Five Star, League Reach Deal to Form Government in Italy After All

The parties are now willing to accept a finance minister who doesn’t have a secret plan for leaving the euro.

Luigi Di Maio, the leader of Italy's Five Star Movement, answers questions from reporters in Rome, April 12
Luigi Di Maio, the leader of Italy’s Five Star Movement, answers questions from reporters in Rome, April 12 (Presidenza della Repubblica)

The leaders of Italy’s Five Star Movement and League have reached a deal to stave off early elections.

Luigi Di Maio and Matteo Salvini still want Giuseppe Conte, an academic, as prime minister. But they are willing to relent on the selection of finance minister.

Paolo Savona, whose nomination sparked a constitutional crisis, would still join the cabinet, but as European affairs — not finance — minister. That post would go to Giovanni Tria, an economics lecturer.

Veto

Savona was vetoed by President Sergio Mattarella, who feared that the former industry minister’s anti-euro views would spook markets. He once authored a plan that explained how Italy might “secretly” leave the single currency.

The Five Star and League initially refused to nominate another candidate and demanded early elections. The former even called for Mattarella’s impeachment, but withdrew that threat after only a few days.

The reason for the Five Star’s about-face may be that it is stagnant in the polls whereas the League’s popularity is up.

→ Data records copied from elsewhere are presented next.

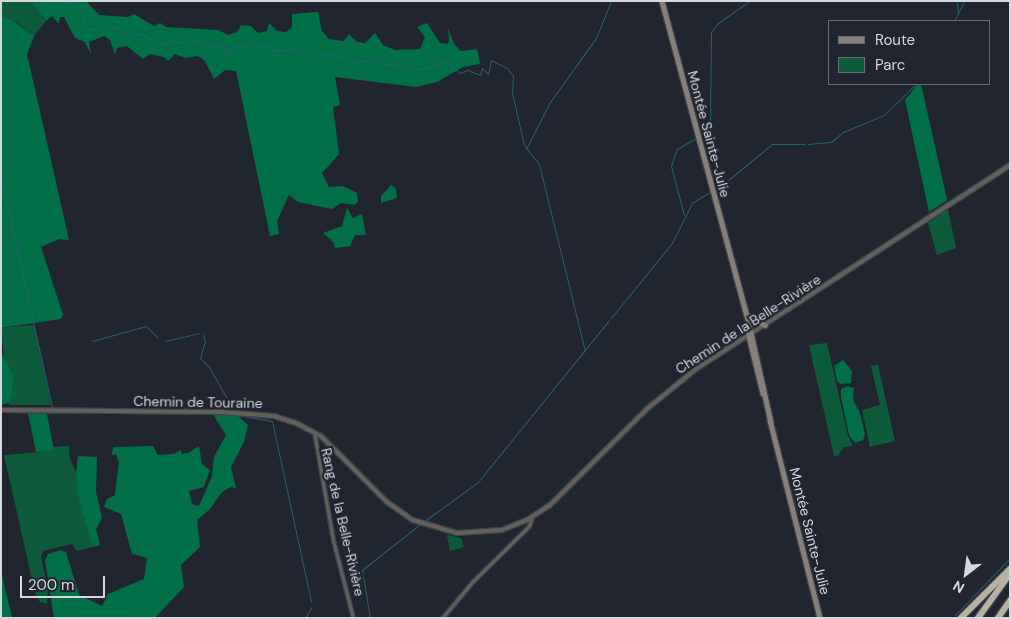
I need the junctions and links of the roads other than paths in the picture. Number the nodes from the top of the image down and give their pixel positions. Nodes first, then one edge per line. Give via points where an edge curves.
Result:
1 (662, 1) edge
2 (1010, 165) edge
3 (735, 273) junction
4 (747, 315) junction
5 (766, 325) junction
6 (750, 334) junction
7 (1, 410) edge
8 (314, 432) junction
9 (532, 517) junction
10 (1010, 569) edge
11 (1010, 574) edge
12 (1010, 601) edge
13 (353, 618) edge
14 (442, 618) edge
15 (820, 618) edge
16 (960, 618) edge
17 (978, 618) edge
18 (998, 618) edge

1 - 3 main road, Montée Sainte-Julie
2 - 5 street, Chemin de la Belle-Rivière
3 - 4 main road, Montée Sainte-Julie
3 - 6 main road, Montée Sainte-Julie
4 - 5 main road
4 - 6 main road, Montée Sainte-Julie
5 - 6 street, Chemin de la Belle-Rivière
6 - 9 street, Chemin de la Belle-Rivière via 696,369 654,402 553,502
6 - 15 main road, Montée Sainte-Julie
7 - 8 street, Chemin de Touraine via 258,413 287,419
8 - 9 street, Chemin de Touraine via 387,502 418,523 450,533 476,534 506,529
8 - 13 street, Rang de la Belle-Rivière via 332,534
9 - 14 street, Chemin de la Belle-Rivière via 530,525 479,575
10 - 16 highway
11 - 17 highway
12 - 18 highway

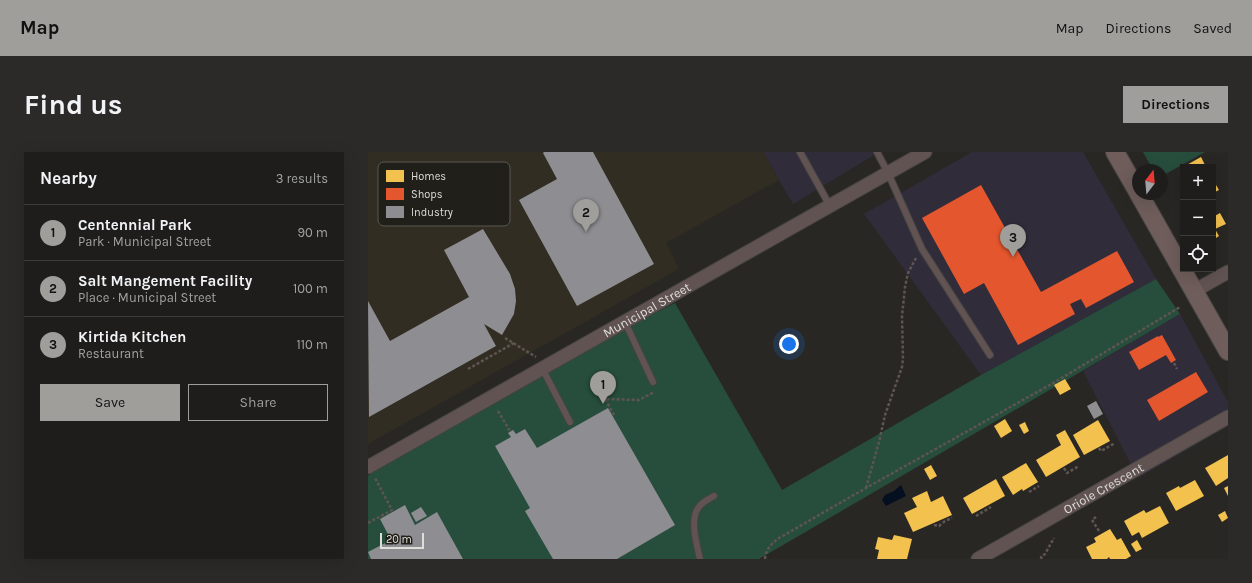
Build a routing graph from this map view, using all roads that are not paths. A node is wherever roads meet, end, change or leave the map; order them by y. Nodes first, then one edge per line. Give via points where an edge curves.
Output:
1 (800, 152) edge
2 (877, 152) edge
3 (925, 152) edge
4 (1115, 152) edge
5 (888, 173) junction
6 (1132, 181) edge
7 (1143, 200) edge
8 (830, 206) junction
9 (1228, 272) edge
10 (1194, 290) junction
11 (625, 322) junction
12 (1228, 351) edge
13 (990, 355) dead end
14 (540, 363) junction
15 (653, 382) dead end
16 (1228, 417) edge
17 (570, 422) dead end
18 (368, 466) edge
19 (714, 496) dead end
20 (700, 559) edge
21 (978, 559) edge

1 - 8 lane
2 - 5 lane
3 - 5 street, Municipal Street
4 - 6 main road
5 - 8 street, Municipal Street
5 - 13 lane via 922,249
7 - 10 main road
8 - 11 street, Municipal Street
9 - 10 street
10 - 12 main road
11 - 14 street, Municipal Street
11 - 15 lane
14 - 17 lane
14 - 18 street, Municipal Street
16 - 21 street, Oriole Crescent
19 - 20 lane via 698,507 695,516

Snap elections could tilt the balance in the right-wing party’s favor.

Five Star currently has 35 percent of the seats in parliament against 20 percent for the League.

What’s next?

  • Carlo Cottarelli, the former IMF official who had been asked by Mattarella to form a neutral interim government, has returned his mandate.
  • Assuming Mattarella accepts the new deal, Italy will soon have its first openly Euroskeptic government.